Ideas on document processing using deep learning

Hi @thebenedict, I’m struggling to implement the chargrid myself. I’m pretty much done with chargrid representation itself (though it might need some upgrades too), and now working on the neural network part. Could you perhaps share your code with me? I’m a little stuck and could use some inspiration. Thanks!

1 Like

Hi, sorry that I might not be able to share the code yet because it is not a personal project, but I plan to put in on GitHub someday, but if you want to share about where you stuck, I might be able to give some hints. Thanks :blush:

Thank you @Neeb! I’m stuck at neural network implementation stage. I’m not entirely new to Python and machine learning, but haven’t really built a neural network before. If I understand correctly, I’d need to feed Chargrids to the neural network, and provide annotations to each colored box so that network learns to identify each box as its corresponding letter. I can save each box’s coordinates during Chargrid creation and use them to create annotations. Then, I’d need create larger bounding boxes for each of document element’s, so that the network learns to identify these too, and here I’ll have to get box coordinates manually. I still can’t figure how do I store these coordinates though, and how do I add them to the network itself. I couldn’t really find any examples online, so I’d really appreciate any leads.

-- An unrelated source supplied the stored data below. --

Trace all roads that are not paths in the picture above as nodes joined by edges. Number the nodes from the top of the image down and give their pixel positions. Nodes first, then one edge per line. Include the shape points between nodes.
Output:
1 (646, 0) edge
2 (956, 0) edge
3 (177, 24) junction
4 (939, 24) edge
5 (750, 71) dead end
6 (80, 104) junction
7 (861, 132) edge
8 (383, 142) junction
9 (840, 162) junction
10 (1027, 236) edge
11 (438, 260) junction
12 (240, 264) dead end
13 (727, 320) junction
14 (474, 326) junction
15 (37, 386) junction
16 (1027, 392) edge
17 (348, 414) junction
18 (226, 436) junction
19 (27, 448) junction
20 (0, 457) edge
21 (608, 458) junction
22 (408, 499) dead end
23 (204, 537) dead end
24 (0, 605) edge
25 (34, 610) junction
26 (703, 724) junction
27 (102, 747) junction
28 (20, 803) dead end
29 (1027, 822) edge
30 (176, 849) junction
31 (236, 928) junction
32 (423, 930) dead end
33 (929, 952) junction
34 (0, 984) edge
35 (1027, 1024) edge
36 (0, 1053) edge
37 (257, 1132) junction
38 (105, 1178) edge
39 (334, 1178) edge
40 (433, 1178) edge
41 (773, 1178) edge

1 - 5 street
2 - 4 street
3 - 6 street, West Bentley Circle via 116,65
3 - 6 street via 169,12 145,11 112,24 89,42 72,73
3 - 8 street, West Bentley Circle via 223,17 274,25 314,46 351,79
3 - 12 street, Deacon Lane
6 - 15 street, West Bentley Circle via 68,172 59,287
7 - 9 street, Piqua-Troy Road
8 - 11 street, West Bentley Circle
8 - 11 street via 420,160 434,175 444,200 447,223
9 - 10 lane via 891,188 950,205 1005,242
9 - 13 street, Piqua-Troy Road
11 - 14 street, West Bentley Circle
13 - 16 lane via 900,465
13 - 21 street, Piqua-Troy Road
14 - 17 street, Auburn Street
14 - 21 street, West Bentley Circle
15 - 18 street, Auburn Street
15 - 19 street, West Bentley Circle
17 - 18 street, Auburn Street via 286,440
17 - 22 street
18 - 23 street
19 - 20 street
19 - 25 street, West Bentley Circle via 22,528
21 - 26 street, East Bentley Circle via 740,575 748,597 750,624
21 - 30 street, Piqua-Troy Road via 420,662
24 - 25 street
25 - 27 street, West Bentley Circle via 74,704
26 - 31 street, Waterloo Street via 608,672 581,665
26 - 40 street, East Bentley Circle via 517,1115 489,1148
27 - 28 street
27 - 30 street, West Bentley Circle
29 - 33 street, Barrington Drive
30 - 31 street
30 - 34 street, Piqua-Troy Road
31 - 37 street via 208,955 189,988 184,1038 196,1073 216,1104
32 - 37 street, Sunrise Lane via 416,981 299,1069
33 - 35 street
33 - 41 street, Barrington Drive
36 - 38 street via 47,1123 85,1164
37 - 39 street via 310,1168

Another, less crucial question is whether you found a way to prevent Chargrid boxes from overlapping with each other?

Hi, it’s awesome that you’ve implemented the rossum paper :slight_smile:

Could you please give me a few pointers on how you constructed the neighborhood graph?
It seems they are connecting each side to the opposite side of another wordbox. But I’m still working out how to do that.

Thank you. :smiley:

Thanks for your feedback @nkgra! I somehow forgot about tensor layers. Do I understand it correctly that with tensor representation, I won’t need to create any labels / annotations for characters and I’d only need them for document elements? How do I make sure the algorithm decodes character boxes to the corresponding characters?

Hi nkgra,

Not sure that I implemented what the author implies, but from the paper they mention that

“every other box is assigned to an edge of W, that has it in its field of view (being fair 90°) then the closest (center to center Euclidian distance) n neighbours are chosen for that edge.”

So what I did was divide the field of view as below (ignore my ulgy drawing xD)

and then find the edge for every wordbox as image below,
1)bruteforce find every wordbox in this field of view,
2)then calculate their distance and then get the closest N wordbox,
repeat this step for every side(up,down,left,right) and for every wordbox.

*e.g. example drawing to find edge on right side

So to connect to opposite side of another wordbox, just calculate distance based on the points on the edges instead on the midpoint.

Feel free to give suggestion to my approach, thank you!

1 Like

Sorry that I cant help you on this, I haven’t try on the chargrid representation.

Wow, thank you for the detailed reply :slight_smile: And for the drawing as well, it paints a clear picture of your method.

I think your approach is sound. Will implement it and let you know how it turns out.

Also, just for curiosity’s sake, did you use this paper for ‘table items’ or for other classes such as ‘date’, ‘address’, etc. Reading the paper seemed to suggest that it could be used for both.

Again, thank you for taking the time to reply :smile:

1 Like

Yeah, I use it on table items/line item and other item as well, seems to work pretty well for now.

Hi @Neeb, for the graph convolution, did you concatenate all the neighbors and feed it to a fully connected/Dense layer,

Or did you use a convolutional layer on it?

Edit: Went with Concat then Conv

1 Like

Hi Neeb,

In the paper it says,

Our attention transformer unit does not use causality,nor query masking

Does it mean that we don’t mask the input sequence when we feed it to the multi-head attention? But I understand that without the masking we can’t associate a particular output label with a given input sequence.

The paper is quite confusing at places :sweat_smile:

Have a great day!

I used concat into dense

From my understanding, masking is used to hide certain input, I saw tensor flow implementation of transformer they use masking to mask out padded value, so if we does not have padded value then is fine to go without mask?

And from the transformer paper : “We implement this inside of scaled dot-product attention by masking out (setting to −∞) all values in the input of the softmax which correspond to illegal connections”, I assume they mean padded value is illegal so they mask out, so if you think anything that the network should not focus on, it should be mask I guess.

So I just let the network figure out which part of input sequence to place their attention on in training phase. Associate with output label will happen after the sigmoid layer right?

Actually I am also quite confused on the attention block architecture also, is X on it matmul?, if so the dimension doesn’t match the output of a matmul …

Hi,

Can anyone guide on the approach used for creating ground truth masks for Chargrid?
Having some trouble understanding how to label the data for training.

Hi Neeb,
Wonderful that you implemented rossum paper.
What dataset did u use for the implementation?

Hi Diego,

I have drooped you a note to your email address.

Many thanks in advance for the help.

Regards
Saurabh Jha